• EXERCISE PROMPT: Examine each line of the data, and copy the ones containing "edges".
Start of Block
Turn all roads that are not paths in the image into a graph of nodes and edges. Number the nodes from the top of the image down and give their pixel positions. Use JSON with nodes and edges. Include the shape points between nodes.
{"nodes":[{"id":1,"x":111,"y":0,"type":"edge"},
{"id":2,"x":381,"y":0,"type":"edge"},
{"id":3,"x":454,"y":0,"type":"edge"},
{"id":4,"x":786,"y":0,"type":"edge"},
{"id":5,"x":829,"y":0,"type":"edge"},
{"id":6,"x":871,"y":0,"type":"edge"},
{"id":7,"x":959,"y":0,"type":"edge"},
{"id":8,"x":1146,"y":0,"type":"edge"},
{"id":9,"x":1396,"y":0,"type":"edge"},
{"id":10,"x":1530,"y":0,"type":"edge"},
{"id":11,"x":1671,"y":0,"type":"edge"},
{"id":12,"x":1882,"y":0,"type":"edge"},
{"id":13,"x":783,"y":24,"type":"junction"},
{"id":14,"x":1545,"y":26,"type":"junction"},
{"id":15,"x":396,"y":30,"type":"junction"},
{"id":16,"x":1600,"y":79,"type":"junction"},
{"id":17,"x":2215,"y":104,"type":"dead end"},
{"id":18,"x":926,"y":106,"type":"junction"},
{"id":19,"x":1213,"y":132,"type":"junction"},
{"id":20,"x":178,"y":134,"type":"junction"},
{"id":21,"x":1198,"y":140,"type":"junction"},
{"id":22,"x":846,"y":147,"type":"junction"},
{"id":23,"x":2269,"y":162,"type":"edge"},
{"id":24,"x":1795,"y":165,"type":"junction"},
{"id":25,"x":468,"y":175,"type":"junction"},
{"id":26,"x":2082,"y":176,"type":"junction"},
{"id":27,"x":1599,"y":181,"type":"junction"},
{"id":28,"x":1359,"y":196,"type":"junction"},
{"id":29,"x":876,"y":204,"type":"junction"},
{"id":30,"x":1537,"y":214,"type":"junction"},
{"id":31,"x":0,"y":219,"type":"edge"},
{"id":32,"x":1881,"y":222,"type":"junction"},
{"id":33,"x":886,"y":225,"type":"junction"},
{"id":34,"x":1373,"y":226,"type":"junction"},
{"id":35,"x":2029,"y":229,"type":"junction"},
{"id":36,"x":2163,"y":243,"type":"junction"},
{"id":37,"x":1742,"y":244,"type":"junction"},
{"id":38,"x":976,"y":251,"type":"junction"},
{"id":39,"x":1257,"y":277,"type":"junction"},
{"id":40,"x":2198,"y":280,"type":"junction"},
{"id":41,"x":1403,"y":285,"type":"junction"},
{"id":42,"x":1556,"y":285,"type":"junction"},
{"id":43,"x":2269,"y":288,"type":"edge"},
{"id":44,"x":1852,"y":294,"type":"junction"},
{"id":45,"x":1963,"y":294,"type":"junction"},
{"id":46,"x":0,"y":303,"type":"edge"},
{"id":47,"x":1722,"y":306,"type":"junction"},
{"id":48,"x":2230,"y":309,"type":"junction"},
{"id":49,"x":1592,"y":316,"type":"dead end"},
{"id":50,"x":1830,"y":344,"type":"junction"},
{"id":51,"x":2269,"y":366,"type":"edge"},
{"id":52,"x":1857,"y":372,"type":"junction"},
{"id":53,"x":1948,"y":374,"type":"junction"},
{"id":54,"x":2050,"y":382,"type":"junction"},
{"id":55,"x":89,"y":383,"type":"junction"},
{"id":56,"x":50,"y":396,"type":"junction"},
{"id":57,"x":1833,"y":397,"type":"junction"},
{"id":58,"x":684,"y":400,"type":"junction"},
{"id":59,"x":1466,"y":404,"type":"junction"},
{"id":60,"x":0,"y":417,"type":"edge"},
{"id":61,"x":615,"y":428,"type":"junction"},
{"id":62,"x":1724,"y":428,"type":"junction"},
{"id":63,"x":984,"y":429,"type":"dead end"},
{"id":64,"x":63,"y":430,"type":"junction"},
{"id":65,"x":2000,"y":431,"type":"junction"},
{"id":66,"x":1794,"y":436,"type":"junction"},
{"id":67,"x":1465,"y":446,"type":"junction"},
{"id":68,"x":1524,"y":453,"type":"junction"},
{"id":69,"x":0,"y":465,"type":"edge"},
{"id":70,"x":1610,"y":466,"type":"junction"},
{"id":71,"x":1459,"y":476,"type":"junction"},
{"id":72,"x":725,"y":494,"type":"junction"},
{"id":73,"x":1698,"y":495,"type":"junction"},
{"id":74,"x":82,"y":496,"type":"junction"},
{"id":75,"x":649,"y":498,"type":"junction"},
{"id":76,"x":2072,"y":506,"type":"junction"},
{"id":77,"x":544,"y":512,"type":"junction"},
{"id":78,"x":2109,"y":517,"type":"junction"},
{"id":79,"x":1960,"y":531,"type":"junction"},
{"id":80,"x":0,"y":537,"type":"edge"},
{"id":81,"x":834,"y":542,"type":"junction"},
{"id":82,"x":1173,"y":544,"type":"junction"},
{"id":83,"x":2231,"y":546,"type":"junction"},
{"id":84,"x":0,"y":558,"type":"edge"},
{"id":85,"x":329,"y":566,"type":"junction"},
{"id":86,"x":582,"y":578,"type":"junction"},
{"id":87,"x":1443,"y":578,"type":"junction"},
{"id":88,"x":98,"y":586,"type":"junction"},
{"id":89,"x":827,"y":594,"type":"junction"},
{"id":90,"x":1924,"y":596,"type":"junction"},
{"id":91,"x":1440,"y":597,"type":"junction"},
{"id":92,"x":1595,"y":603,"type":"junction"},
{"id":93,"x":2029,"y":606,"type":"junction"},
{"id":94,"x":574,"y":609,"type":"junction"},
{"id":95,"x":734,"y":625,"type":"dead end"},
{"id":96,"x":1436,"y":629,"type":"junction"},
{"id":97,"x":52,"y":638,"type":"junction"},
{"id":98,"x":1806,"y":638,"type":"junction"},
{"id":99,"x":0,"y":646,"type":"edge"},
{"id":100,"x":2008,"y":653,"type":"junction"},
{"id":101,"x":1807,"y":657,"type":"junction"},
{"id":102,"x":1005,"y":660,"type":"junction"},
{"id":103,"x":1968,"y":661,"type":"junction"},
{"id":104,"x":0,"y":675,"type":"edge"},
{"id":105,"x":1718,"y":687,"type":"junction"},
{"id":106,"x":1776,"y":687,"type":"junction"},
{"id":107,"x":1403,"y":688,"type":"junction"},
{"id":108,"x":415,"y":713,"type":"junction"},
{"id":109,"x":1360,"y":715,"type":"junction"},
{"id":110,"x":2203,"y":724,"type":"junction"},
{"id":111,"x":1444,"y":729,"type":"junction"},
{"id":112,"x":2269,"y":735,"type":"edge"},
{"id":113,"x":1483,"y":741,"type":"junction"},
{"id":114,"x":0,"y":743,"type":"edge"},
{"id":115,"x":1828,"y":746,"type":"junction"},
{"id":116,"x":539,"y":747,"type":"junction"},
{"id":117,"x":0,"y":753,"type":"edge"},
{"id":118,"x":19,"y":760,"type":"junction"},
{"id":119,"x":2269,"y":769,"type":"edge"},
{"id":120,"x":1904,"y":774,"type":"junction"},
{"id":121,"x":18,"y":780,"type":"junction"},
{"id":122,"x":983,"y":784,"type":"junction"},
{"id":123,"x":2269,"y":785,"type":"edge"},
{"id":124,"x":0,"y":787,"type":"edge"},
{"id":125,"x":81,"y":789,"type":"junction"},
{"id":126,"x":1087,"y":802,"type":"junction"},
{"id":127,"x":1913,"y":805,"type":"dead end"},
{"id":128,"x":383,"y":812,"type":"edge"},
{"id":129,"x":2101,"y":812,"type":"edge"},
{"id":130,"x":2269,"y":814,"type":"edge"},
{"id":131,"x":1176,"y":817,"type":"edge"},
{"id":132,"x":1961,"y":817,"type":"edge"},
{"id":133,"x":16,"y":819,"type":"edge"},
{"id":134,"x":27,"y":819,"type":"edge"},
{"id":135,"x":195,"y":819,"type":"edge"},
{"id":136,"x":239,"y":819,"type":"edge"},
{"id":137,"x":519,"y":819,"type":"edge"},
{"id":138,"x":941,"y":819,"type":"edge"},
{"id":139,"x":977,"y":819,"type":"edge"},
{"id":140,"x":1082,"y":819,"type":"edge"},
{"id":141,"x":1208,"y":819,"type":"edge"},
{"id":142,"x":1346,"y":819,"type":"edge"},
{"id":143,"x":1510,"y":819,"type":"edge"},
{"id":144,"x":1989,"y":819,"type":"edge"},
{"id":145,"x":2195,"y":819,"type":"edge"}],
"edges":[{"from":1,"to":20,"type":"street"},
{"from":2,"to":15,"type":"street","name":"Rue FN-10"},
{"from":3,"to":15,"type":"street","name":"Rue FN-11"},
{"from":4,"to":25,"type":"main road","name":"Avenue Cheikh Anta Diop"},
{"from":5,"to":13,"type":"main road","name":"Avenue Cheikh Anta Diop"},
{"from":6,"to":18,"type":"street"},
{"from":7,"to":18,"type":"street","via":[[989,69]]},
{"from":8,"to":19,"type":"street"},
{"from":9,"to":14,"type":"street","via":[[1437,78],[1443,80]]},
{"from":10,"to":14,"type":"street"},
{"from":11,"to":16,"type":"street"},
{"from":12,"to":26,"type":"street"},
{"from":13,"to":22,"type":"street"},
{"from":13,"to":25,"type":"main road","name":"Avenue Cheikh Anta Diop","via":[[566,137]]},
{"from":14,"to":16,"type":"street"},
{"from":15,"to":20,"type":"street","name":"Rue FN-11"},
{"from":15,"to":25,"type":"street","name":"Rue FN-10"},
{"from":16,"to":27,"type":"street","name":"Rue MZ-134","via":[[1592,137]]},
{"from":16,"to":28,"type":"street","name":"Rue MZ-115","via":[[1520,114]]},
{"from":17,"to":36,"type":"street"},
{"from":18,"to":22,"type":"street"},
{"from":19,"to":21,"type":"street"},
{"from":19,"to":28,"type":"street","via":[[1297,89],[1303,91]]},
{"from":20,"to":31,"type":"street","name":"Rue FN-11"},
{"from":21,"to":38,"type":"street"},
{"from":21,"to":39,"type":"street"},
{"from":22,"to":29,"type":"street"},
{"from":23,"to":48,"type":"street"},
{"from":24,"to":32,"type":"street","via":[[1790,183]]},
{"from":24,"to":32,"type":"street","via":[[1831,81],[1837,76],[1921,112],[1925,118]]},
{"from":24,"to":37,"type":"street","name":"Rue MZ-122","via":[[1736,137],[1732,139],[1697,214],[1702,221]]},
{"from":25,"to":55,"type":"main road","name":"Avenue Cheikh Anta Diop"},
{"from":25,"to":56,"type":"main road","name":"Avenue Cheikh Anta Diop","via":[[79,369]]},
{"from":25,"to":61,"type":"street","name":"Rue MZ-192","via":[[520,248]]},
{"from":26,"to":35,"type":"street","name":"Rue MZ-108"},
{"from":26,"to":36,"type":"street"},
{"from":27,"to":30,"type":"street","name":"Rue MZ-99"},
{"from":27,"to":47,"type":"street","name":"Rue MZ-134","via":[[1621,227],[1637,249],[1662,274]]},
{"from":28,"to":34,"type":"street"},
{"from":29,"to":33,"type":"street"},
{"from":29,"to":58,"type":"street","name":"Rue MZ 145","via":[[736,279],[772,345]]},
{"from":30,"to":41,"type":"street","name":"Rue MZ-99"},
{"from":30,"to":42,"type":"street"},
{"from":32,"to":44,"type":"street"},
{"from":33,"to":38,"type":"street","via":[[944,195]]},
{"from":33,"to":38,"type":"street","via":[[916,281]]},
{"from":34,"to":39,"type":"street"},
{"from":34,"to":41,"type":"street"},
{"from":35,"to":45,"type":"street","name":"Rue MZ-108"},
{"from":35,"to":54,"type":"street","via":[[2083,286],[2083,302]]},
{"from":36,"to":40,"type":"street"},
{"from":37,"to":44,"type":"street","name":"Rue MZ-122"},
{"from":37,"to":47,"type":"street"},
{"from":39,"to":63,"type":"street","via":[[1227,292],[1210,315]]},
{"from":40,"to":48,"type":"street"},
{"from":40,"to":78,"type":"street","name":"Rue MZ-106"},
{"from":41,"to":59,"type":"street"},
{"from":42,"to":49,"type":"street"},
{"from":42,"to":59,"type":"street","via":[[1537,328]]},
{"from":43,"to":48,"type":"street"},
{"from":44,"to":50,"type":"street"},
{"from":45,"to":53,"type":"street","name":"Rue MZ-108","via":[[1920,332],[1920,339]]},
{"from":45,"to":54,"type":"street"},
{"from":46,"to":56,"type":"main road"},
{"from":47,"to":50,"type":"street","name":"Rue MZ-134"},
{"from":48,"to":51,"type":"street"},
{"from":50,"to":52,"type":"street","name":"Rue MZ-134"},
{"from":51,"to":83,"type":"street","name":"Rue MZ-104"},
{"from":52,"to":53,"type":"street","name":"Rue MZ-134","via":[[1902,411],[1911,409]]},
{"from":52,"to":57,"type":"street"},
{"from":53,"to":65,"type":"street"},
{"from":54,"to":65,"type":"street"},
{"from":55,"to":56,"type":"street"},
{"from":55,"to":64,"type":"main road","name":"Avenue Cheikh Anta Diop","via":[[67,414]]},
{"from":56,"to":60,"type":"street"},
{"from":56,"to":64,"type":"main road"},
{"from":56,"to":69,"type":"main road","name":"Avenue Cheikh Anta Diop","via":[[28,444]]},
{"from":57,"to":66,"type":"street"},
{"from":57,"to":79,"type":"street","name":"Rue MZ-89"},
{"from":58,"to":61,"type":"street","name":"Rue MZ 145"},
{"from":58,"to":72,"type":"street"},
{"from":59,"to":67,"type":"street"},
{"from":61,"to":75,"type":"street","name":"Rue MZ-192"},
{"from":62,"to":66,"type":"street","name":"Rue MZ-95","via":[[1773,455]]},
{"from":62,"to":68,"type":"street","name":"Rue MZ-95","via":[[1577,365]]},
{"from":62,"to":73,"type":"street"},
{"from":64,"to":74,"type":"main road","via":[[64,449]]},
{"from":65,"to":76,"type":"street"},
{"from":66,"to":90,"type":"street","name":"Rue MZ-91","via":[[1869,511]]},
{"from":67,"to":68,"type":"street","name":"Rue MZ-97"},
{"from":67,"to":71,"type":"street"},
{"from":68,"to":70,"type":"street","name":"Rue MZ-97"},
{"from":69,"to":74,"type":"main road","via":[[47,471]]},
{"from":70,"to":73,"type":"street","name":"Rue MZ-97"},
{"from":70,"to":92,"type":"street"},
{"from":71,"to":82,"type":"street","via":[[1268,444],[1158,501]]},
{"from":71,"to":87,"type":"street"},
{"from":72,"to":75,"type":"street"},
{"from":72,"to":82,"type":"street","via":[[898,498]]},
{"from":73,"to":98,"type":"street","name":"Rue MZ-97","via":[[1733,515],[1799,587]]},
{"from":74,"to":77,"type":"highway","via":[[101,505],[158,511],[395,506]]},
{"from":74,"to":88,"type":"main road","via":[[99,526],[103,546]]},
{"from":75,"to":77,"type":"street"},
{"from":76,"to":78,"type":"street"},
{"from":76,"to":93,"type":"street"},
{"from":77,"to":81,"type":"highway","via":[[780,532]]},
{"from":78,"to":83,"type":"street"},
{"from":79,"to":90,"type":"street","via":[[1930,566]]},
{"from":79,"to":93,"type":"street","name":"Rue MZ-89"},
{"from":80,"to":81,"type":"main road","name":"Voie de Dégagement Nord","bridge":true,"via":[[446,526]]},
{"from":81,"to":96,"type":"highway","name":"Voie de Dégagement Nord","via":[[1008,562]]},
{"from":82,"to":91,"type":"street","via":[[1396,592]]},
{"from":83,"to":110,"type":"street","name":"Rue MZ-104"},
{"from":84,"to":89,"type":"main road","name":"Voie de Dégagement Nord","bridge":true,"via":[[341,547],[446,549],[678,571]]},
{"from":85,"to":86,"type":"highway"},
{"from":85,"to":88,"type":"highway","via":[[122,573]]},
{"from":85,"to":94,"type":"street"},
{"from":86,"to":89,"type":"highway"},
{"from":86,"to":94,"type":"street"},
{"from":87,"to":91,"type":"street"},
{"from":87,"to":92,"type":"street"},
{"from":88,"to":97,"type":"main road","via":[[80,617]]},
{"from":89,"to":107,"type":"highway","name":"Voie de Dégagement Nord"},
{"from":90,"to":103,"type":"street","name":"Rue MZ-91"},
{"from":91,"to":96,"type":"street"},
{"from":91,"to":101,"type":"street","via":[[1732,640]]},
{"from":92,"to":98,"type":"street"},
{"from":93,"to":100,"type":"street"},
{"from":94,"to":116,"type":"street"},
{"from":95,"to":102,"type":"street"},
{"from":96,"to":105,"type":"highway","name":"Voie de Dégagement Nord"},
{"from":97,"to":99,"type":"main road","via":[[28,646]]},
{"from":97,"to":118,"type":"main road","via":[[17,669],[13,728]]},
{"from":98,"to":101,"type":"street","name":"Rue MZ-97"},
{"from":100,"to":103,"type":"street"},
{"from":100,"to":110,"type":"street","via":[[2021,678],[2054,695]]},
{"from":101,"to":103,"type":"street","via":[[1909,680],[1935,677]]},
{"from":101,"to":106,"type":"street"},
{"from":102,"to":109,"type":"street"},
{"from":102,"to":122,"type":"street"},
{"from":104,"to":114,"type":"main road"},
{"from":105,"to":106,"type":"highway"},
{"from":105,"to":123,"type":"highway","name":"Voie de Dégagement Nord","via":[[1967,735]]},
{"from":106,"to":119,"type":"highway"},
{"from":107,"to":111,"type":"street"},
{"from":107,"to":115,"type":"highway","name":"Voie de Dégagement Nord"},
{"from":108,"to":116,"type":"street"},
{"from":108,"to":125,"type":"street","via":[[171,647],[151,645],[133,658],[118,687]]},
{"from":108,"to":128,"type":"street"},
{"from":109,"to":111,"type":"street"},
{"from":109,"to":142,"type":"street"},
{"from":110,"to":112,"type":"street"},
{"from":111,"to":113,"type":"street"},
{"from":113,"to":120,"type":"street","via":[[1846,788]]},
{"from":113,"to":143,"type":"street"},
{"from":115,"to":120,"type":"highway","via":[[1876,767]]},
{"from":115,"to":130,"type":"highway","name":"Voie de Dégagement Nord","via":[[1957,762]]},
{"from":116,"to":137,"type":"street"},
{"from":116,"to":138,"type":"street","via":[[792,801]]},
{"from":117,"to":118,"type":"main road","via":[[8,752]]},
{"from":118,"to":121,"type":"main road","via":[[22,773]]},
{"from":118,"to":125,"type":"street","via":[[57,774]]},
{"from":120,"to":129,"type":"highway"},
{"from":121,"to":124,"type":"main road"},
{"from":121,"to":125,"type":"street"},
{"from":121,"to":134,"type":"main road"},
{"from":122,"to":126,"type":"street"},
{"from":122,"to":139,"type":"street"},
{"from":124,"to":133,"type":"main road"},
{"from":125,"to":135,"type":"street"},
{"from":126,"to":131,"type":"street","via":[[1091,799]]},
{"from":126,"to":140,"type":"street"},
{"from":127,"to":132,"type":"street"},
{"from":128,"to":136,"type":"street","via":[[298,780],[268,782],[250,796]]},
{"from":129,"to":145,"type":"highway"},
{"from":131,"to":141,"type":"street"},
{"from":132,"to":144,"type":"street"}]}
End of Block
• COMPLETED TASK:
Turn all roads that are not paths in the image into a graph of nodes and edges. Number the nodes from the top of the image down and give their pixel positions. Use JSON with nodes and edges. Include the shape points between nodes.
"edges":[{"from":1,"to":20,"type":"street"},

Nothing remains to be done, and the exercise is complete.